We were so disappointed to be told that vandals had pulled our decoy ducks, Barry and Kate, out of the water and had ripped their heads off and stamped on the bodies. Many of the local school children were hugely upset to see their mangled remains, so we removed the pieces the next day. We have bought new ones but are reluctant to put them out when it is felt by some of the group that they will suffer the same fate. Our gnomes and butterfly boxes on the island had also previously been broken beyond repair, and much as I would hate to be defeated by the poor behaviour of a few (I prefer to see the problems as a black cloud that momentarily blocks the sun rather than a permanent thunderstorm), there is only so much of our budget that we can spend on replacing things. The hedge to the orchard has had to be repaired again and someone came in and removed every apple, every pear and every plum, which was hugely disappointing as we’d been approached by a juicer and a pickle maker who had offered to make us some produce to sell. At the same time, the pot we put in place to protect the ground dwelling bees nest was removed and now there remains nothing but an empty nest.

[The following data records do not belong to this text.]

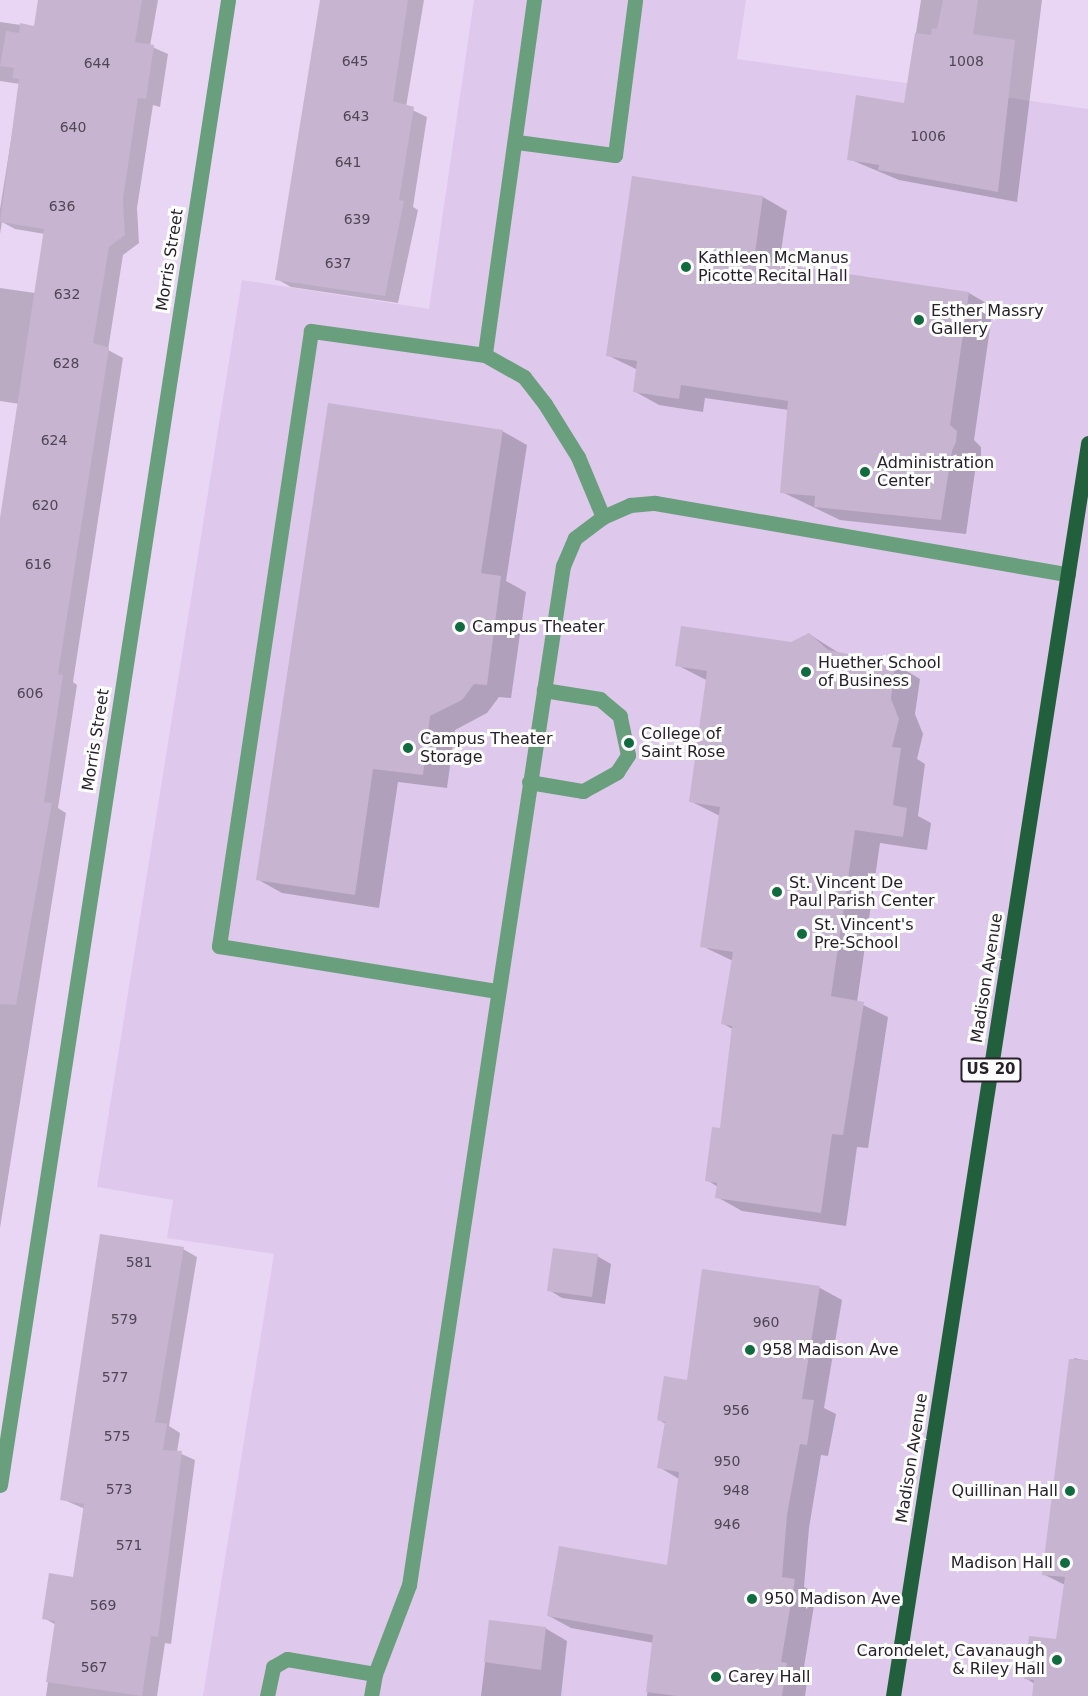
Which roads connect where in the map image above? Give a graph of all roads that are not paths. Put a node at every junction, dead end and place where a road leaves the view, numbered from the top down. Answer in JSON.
{"nodes":[{"id":1,"x":228,"y":0,"type":"edge"},
{"id":2,"x":534,"y":0,"type":"edge"},
{"id":3,"x":634,"y":0,"type":"edge"},
{"id":4,"x":517,"y":142,"type":"junction"},
{"id":5,"x":485,"y":355,"type":"junction"},
{"id":6,"x":1088,"y":443,"type":"edge"},
{"id":7,"x":603,"y":516,"type":"junction"},
{"id":8,"x":1068,"y":574,"type":"junction"},
{"id":9,"x":544,"y":690,"type":"junction"},
{"id":10,"x":529,"y":782,"type":"junction"},
{"id":11,"x":497,"y":991,"type":"junction"},
{"id":12,"x":3,"y":1449,"type":"edge"},
{"id":13,"x":0,"y":1485,"type":"edge"},
{"id":14,"x":375,"y":1674,"type":"junction"},
{"id":15,"x":267,"y":1696,"type":"edge"},
{"id":16,"x":371,"y":1696,"type":"edge"},
{"id":17,"x":893,"y":1696,"type":"edge"}],
"edges":[{"from":1,"to":12,"type":"street","name":"Morris Street"},
{"from":2,"to":4,"type":"street"},
{"from":3,"to":4,"type":"street"},
{"from":4,"to":5,"type":"street"},
{"from":5,"to":7,"type":"street"},
{"from":5,"to":11,"type":"street"},
{"from":6,"to":8,"type":"main road","name":"Madison Avenue","number":"US 20"},
{"from":7,"to":8,"type":"street"},
{"from":7,"to":9,"type":"street"},
{"from":8,"to":17,"type":"main road","name":"Madison Avenue","number":"US 20"},
{"from":9,"to":10,"type":"street"},
{"from":9,"to":10,"type":"street"},
{"from":10,"to":11,"type":"street"},
{"from":11,"to":14,"type":"street"},
{"from":12,"to":13,"type":"street","name":"Morris Street"},
{"from":14,"to":15,"type":"street"},
{"from":14,"to":16,"type":"street"}]}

On a positive note, we spent a couple of sessions there with Green Gym and have scythed the meadow and cleared all the bramble from the back entrance of Wheatfield School and Primrose Bridge (sometimes I think this is all we do). While doing this we discovered huge cracks in the cycle path, many several foot long and 4-5 inches wide in places. We reported the problem to Streetcare, and although they later assured us the job had been completed, when we checked we could find no evidence of any repairs. Neither have any of the missing fence panels been replaced.

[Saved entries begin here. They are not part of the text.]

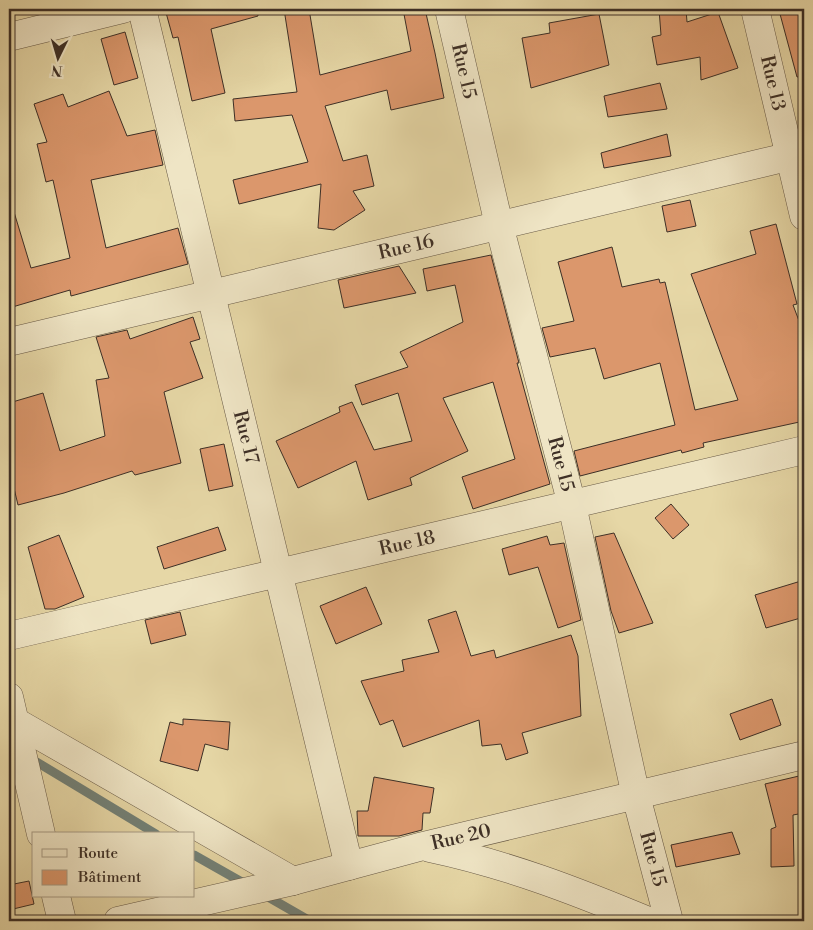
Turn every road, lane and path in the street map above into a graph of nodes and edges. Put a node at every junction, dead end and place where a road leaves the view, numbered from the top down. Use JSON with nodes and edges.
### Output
{"nodes":[{"id":1,"x":123,"y":9,"type":"edge"},
{"id":2,"x":142,"y":9,"type":"edge"},
{"id":3,"x":449,"y":9,"type":"edge"},
{"id":4,"x":755,"y":9,"type":"edge"},
{"id":5,"x":9,"y":37,"type":"edge"},
{"id":6,"x":797,"y":154,"type":"edge"},
{"id":7,"x":804,"y":216,"type":"edge"},
{"id":8,"x":499,"y":225,"type":"junction"},
{"id":9,"x":211,"y":294,"type":"junction"},
{"id":10,"x":9,"y":342,"type":"edge"},
{"id":11,"x":804,"y":450,"type":"edge"},
{"id":12,"x":572,"y":505,"type":"junction"},
{"id":13,"x":278,"y":573,"type":"junction"},
{"id":14,"x":9,"y":636,"type":"edge"},
{"id":15,"x":13,"y":719,"type":"edge"},
{"id":16,"x":804,"y":755,"type":"edge"},
{"id":17,"x":636,"y":796,"type":"junction"},
{"id":18,"x":41,"y":832,"type":"edge"},
{"id":19,"x":423,"y":846,"type":"junction"},
{"id":20,"x":349,"y":866,"type":"junction"},
{"id":21,"x":293,"y":881,"type":"junction"},
{"id":22,"x":56,"y":898,"type":"edge"},
{"id":23,"x":62,"y":921,"type":"edge"},
{"id":24,"x":118,"y":921,"type":"edge"},
{"id":25,"x":648,"y":921,"type":"edge"},
{"id":26,"x":669,"y":921,"type":"edge"}],
"edges":[{"from":1,"to":5,"type":"street"},
{"from":2,"to":9,"type":"street","name":"Rue 17"},
{"from":3,"to":8,"type":"street","name":"Rue 15"},
{"from":4,"to":6,"type":"street","name":"Rue 13"},
{"from":6,"to":7,"type":"street","name":"Rue 13"},
{"from":6,"to":8,"type":"street","name":"Rue 16"},
{"from":8,"to":9,"type":"street","name":"Rue 16"},
{"from":8,"to":12,"type":"street","name":"Rue 15"},
{"from":9,"to":10,"type":"street","name":"Rue 16"},
{"from":9,"to":13,"type":"street","name":"Rue 17"},
{"from":11,"to":12,"type":"street","name":"Rue 18"},
{"from":12,"to":13,"type":"street","name":"Rue 18"},
{"from":12,"to":17,"type":"street","name":"Rue 15"},
{"from":13,"to":14,"type":"street","name":"Rue 18"},
{"from":13,"to":20,"type":"street","name":"Rue 17"},
{"from":15,"to":18,"type":"street"},
{"from":15,"to":21,"type":"street"},
{"from":16,"to":17,"type":"street","name":"Rue 20"},
{"from":17,"to":19,"type":"street","name":"Rue 20"},
{"from":17,"to":26,"type":"street","name":"Rue 15"},
{"from":19,"to":20,"type":"street","name":"Rue 20"},
{"from":19,"to":25,"type":"street"},
{"from":20,"to":21,"type":"street","name":"Rue 20"},
{"from":21,"to":24,"type":"street","name":"Rue 20"},
{"from":22,"to":23,"type":"street"}]}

While at the SGC annual volunteers celebration, we met the chap from SGC who is in charge of commons and now we finally have some wording for a not entirely serious ‘common land notice’ which we had planned to put on the original common gate which was rescued from under the hedge and put up by the bench.

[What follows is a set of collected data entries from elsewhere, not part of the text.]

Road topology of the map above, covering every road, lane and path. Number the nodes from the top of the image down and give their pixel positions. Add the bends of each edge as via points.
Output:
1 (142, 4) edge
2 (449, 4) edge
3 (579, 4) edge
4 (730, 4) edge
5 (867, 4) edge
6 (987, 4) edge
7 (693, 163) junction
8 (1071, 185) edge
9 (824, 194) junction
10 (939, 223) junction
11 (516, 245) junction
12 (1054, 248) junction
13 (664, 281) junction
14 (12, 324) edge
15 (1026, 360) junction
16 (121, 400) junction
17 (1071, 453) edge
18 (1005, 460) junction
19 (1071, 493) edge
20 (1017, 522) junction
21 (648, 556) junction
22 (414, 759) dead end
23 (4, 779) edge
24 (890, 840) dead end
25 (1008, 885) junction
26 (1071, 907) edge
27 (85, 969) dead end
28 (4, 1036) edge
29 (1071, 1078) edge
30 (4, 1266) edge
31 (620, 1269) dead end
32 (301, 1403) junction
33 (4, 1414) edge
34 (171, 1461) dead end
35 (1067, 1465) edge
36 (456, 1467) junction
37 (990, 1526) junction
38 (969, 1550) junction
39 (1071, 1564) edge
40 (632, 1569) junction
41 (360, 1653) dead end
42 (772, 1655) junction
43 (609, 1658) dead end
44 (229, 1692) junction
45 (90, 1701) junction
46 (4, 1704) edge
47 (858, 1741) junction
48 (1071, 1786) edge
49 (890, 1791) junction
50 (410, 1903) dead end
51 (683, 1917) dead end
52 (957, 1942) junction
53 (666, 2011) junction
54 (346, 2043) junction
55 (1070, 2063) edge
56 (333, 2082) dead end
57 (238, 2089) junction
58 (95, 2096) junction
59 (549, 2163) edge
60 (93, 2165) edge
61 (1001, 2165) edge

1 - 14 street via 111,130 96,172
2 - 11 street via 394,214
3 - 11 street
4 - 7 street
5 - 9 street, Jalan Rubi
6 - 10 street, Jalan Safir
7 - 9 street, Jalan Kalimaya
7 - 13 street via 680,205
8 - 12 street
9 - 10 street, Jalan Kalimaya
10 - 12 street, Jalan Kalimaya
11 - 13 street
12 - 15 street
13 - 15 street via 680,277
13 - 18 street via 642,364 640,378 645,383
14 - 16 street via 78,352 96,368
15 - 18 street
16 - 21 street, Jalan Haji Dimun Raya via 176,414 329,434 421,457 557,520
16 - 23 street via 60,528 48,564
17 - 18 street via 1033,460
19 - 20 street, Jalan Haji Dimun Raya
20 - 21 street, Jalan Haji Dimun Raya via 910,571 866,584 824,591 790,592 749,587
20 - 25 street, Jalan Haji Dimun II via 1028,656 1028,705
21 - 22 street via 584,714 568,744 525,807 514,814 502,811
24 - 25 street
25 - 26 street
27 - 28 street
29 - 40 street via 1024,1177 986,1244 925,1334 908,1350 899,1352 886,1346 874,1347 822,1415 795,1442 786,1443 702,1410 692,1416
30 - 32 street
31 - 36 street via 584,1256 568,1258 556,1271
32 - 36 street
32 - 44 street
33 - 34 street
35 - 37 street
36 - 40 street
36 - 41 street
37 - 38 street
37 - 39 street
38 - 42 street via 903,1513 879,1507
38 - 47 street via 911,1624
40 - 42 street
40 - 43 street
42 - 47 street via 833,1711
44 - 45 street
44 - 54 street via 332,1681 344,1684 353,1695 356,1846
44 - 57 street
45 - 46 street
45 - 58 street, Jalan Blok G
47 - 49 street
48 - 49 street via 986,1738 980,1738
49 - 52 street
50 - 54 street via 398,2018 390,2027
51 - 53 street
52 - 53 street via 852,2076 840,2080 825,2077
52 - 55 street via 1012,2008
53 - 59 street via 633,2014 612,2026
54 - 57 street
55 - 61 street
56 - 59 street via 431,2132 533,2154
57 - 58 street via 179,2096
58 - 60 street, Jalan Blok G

Bluebell Corner on Savages Wood Road has also had a tidy up and the cherry tree is doing well. We didn’t want to remove the dead tree here as it lends itself well to seasonal decorations, so we’ve given it some summer colour by planting jasmine and clematis to grow up it.
Although we’ve had to put on hold several new projects (including Manor Farm Roundabout and the pond area at Jubilee Green), we have taken on the corner on the other side of Manor Farm Roundabout as it had become a dumping ground for broken fences and green waste. We have tidied the area and put in lots of lilies along the fence line. We have also planted bamboo behind this, which we hope will screen off from view the tatty bits and hopefully a new low-level insect hotel will complete the corner. Although we were not surprised to find litter and a few stray footballs here, we were surprised to find hiding in the depths a full sharps box, a hard hat, 20p and a toy rhino!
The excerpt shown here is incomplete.